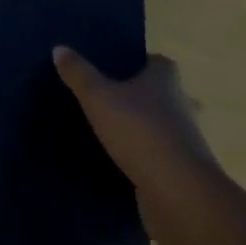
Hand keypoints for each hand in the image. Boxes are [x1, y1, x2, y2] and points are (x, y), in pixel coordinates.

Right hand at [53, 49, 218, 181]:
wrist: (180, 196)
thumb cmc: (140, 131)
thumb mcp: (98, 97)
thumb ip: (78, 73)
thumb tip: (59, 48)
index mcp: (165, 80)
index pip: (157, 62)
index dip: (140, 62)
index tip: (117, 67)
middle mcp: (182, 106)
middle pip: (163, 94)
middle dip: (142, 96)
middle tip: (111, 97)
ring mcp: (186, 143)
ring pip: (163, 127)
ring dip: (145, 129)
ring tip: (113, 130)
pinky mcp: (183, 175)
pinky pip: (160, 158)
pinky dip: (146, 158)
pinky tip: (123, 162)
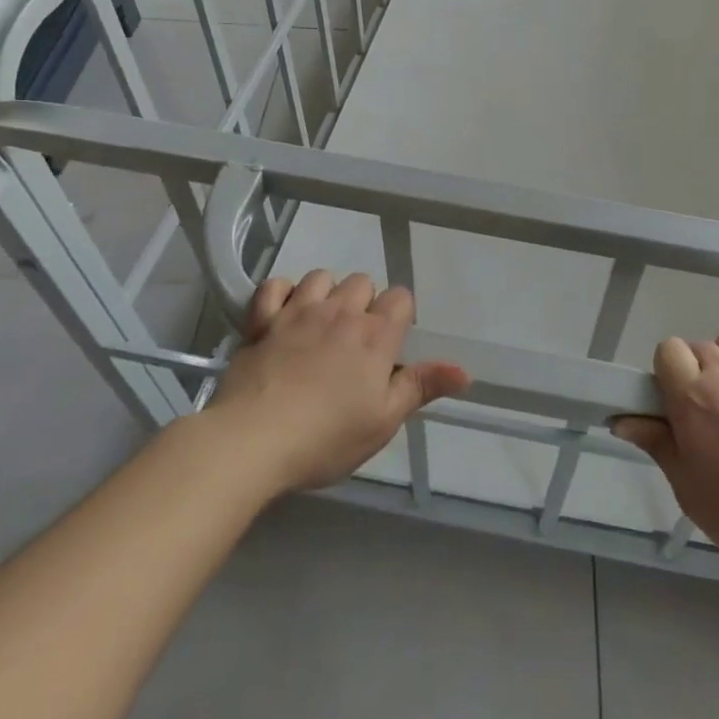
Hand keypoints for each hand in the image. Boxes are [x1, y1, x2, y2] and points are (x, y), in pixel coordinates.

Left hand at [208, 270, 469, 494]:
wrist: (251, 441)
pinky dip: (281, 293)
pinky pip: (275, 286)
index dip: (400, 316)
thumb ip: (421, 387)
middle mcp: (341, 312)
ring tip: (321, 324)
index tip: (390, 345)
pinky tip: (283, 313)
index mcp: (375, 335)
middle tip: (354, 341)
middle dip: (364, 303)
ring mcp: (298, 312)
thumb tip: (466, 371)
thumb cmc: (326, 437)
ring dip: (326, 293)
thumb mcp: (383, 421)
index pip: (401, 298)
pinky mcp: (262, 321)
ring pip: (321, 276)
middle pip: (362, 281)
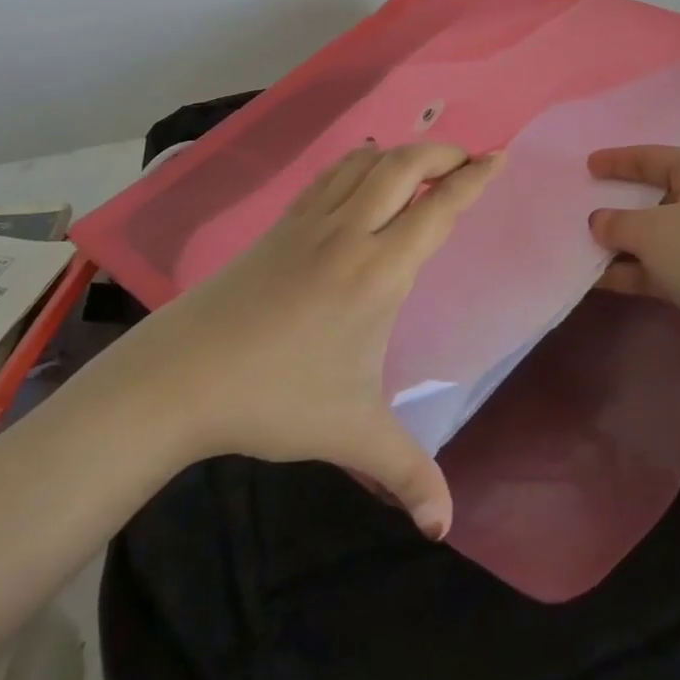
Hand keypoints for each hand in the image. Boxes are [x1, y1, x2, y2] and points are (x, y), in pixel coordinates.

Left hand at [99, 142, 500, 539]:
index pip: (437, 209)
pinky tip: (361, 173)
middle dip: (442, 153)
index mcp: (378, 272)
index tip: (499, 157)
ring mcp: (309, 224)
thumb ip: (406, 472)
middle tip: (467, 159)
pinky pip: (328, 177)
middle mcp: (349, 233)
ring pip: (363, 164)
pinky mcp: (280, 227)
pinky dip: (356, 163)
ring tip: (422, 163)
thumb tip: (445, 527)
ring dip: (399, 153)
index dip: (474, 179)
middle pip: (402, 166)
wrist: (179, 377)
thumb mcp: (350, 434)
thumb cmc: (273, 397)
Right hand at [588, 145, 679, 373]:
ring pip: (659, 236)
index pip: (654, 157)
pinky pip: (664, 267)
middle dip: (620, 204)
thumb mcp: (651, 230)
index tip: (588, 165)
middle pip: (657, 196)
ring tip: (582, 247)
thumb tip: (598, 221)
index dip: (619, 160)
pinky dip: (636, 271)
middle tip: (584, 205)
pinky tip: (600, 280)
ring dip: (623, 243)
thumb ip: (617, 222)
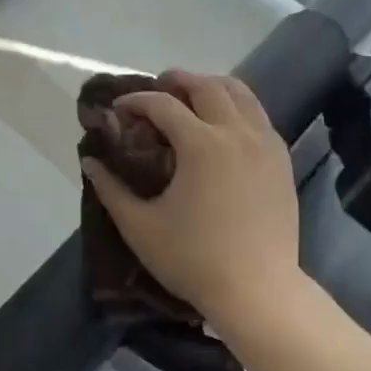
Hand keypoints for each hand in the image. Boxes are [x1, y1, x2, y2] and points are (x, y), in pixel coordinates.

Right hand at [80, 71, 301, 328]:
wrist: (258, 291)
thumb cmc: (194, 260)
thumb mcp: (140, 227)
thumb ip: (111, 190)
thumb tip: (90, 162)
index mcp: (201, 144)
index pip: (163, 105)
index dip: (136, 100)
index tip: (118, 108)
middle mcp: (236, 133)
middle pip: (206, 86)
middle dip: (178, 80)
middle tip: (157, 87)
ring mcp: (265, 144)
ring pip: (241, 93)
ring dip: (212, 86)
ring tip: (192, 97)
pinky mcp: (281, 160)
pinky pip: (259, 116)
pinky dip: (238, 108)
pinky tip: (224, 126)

--

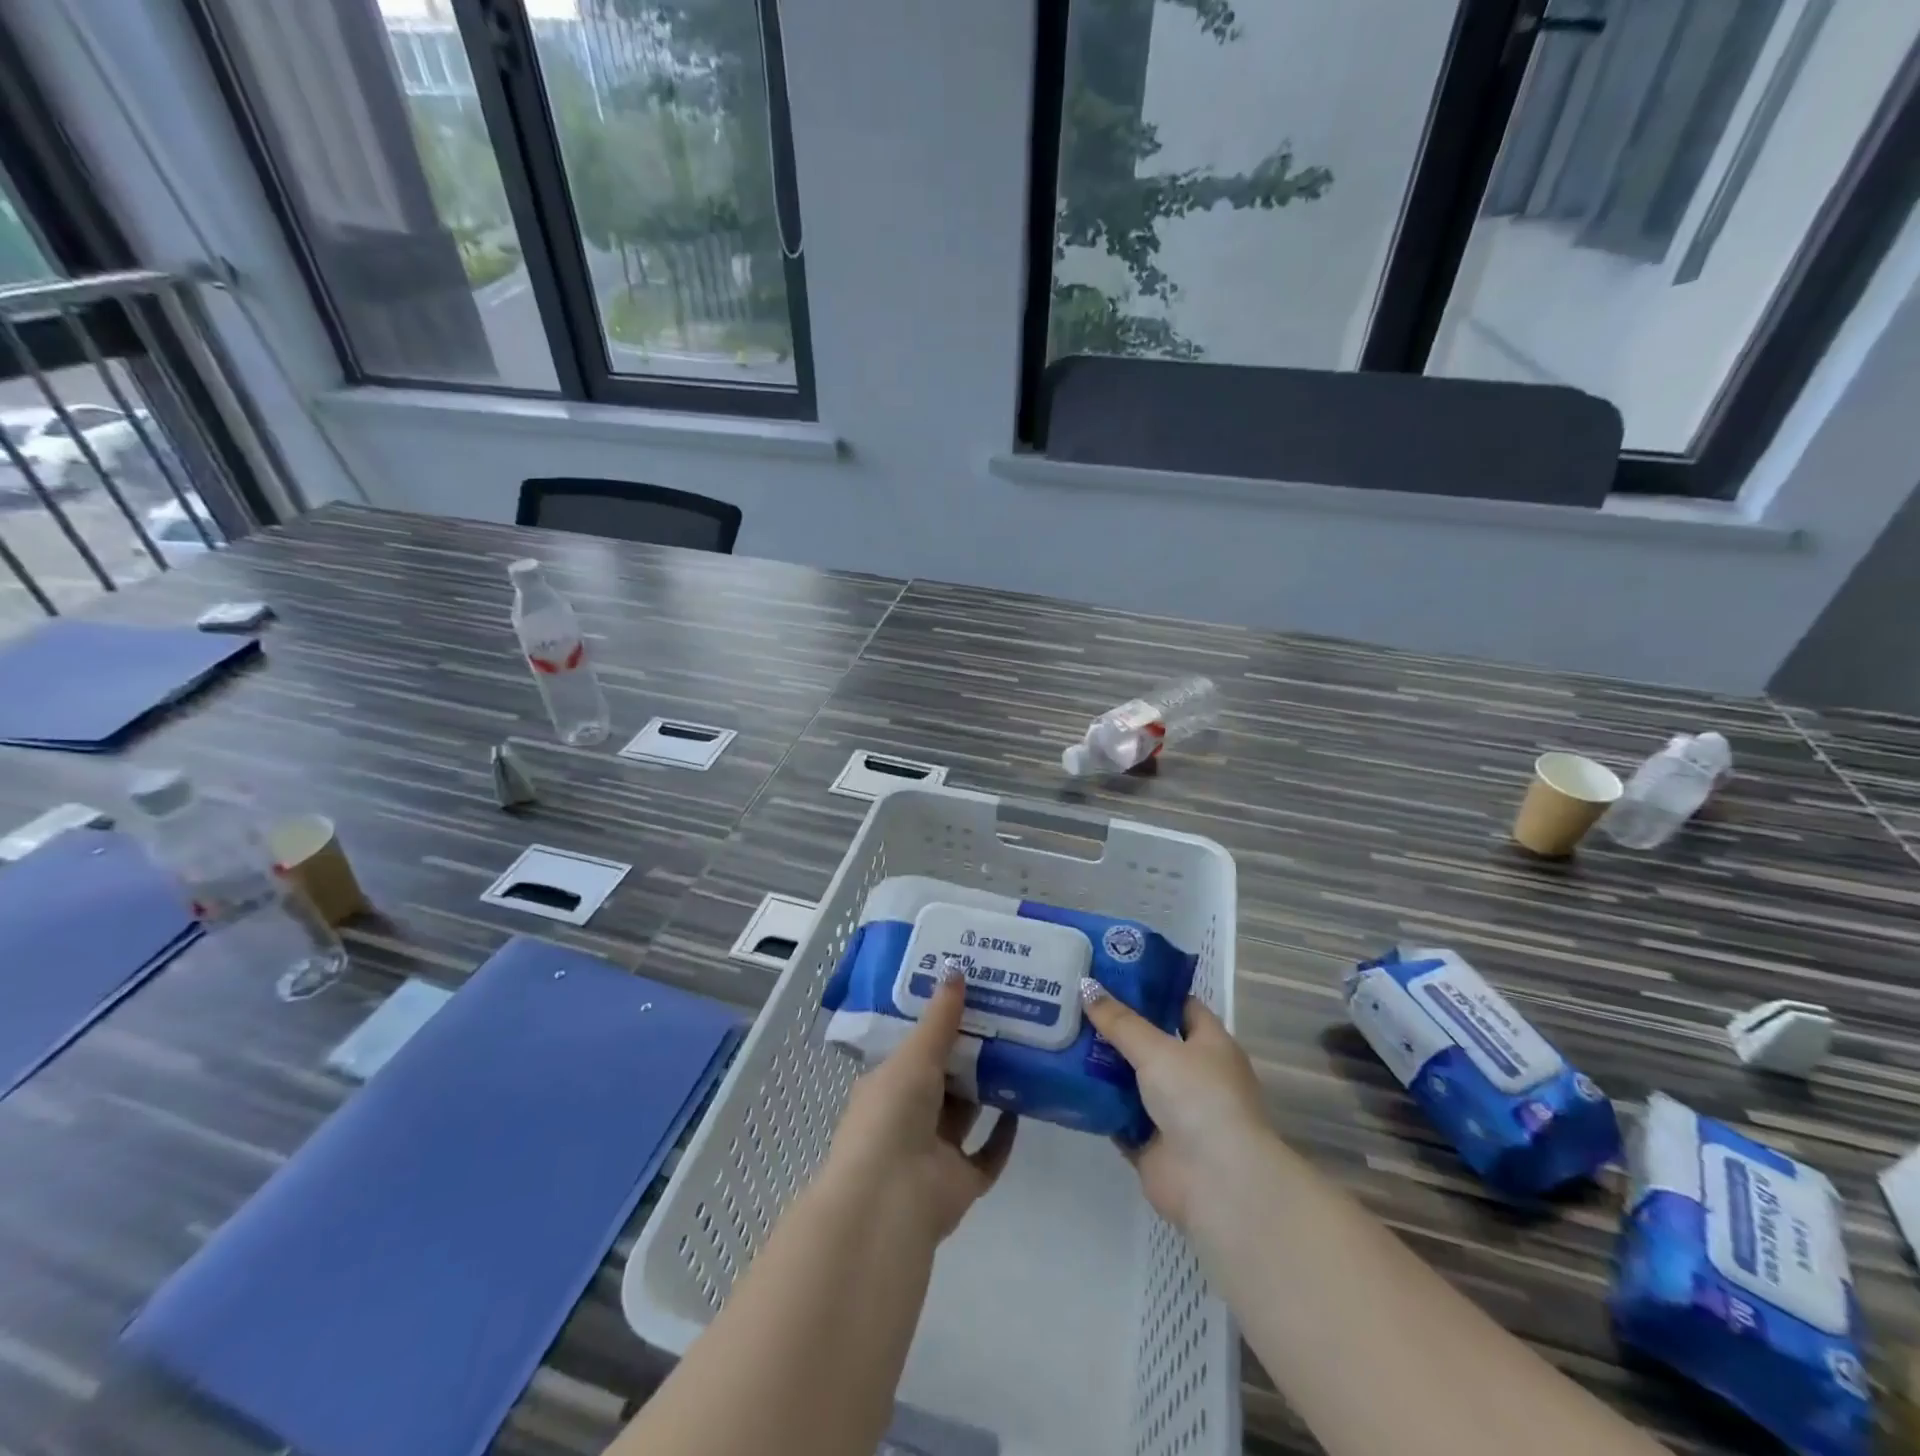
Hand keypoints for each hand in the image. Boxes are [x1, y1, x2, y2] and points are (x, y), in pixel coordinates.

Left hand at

* * *

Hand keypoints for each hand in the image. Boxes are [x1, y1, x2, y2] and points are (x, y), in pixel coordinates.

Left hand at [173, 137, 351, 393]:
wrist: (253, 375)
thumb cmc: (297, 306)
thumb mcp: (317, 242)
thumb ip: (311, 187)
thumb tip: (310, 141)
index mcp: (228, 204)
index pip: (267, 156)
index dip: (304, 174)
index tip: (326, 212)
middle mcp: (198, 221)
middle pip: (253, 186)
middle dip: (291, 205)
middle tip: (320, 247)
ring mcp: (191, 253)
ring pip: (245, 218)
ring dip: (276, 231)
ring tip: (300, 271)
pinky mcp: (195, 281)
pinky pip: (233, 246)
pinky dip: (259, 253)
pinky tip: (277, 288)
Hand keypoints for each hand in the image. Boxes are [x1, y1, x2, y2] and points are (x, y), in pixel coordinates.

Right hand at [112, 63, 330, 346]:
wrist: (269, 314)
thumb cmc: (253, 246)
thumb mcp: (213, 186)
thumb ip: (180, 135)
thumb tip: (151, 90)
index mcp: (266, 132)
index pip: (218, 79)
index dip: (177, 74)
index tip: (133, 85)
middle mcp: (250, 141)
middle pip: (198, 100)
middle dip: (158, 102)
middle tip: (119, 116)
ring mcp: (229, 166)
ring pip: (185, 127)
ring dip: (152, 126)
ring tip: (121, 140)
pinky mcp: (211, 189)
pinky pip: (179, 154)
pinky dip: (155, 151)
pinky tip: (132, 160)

Instructions for the task
Above this task is a listing with pictures in it. Retype only the lines from the one containing "wrist: (180, 196)" through the one containing "index pip: (163, 105)", both included, and not the pictures.

Response to this task
wrist: (180, 196)
thumb cmc: (140, 131)
thumb mcp: (98, 97)
thumb ip: (78, 73)
thumb tip: (59, 48)
index mcp: (165, 80)
index pip: (157, 62)
index dip: (140, 62)
index tip: (117, 67)
middle mcp: (182, 106)
middle pip: (163, 94)
middle dip: (142, 96)
middle tip: (111, 97)
ring mcp: (186, 143)
ring pip: (163, 127)
ring dip: (145, 129)
ring tip: (113, 130)
pinky mcp: (183, 175)
pinky pip: (160, 158)
pinky dip: (146, 158)
pinky tip: (123, 162)
Hand keypoints for each hand in the image. Boxes are [x1, y1, x2, y2] and points are (x, y), in pixel coordinates.

Left hand at [208, 270, 469, 494]:
wrist: (251, 441)
pinky dip: (281, 293)
pinky pip: (275, 286)
index dip: (400, 316)
thumb ip: (421, 387)
middle mcp: (341, 312)
ring tip: (321, 324)
index tip: (390, 345)
pinky tip: (283, 313)
index mcp: (375, 335)
middle tip: (354, 341)
middle dip: (364, 303)
ring mcp: (298, 312)
thumb tip: (466, 371)
thumb cmc: (326, 437)
ring dip: (326, 293)
thumb mcp: (383, 421)
index pip: (401, 298)
pinky mcp: (262, 321)
ring pip: (321, 276)
middle pip: (362, 281)
Hand keypoints for each hand in the image. Boxes are [x1, y1, x2, y2] and points are (x, y), in pixel coordinates.

Left hand at [99, 142, 500, 539]:
index pip: (437, 209)
pinky tip: (361, 173)
middle dip: (442, 153)
index mcp: (378, 272)
index tip: (499, 157)
ring mcp: (309, 224)
thumb ip: (406, 472)
middle tip: (467, 159)
pinky pip: (328, 177)
middle mcp: (349, 233)
ring pip: (363, 164)
pinky mcp: (280, 227)
pinky dip: (356, 163)
ring tip: (422, 163)
thumb tip: (445, 527)
ring dip: (399, 153)
index dip: (474, 179)
middle pip: (402, 166)
wrist: (179, 377)
thumb mcp: (350, 434)
thumb cmc: (273, 397)
Right hand at [588, 145, 679, 373]:
ring pip: (659, 236)
index pip: (654, 157)
pinky pip: (664, 267)
middle dip: (620, 204)
thumb mcp: (651, 230)
index tip: (588, 165)
middle pip: (657, 196)
ring tip: (582, 247)
thumb tip: (598, 221)
index dip: (619, 160)
pinky dip: (636, 271)
middle tip: (584, 205)
pinky tip: (600, 280)
ring dip: (623, 243)
thumb ip: (617, 222)
Hand keypoints for each hand in the image. Boxes are [x1, y1, x2, y2] and points are (x, y), in pixel coordinates.

Right hand at [80, 71, 301, 328]:
wrist: (258, 291)
thumb cmc: (194, 260)
thumb mcp: (140, 227)
thumb ip: (111, 190)
thumb tip: (90, 162)
index mcp: (201, 144)
index pip: (163, 105)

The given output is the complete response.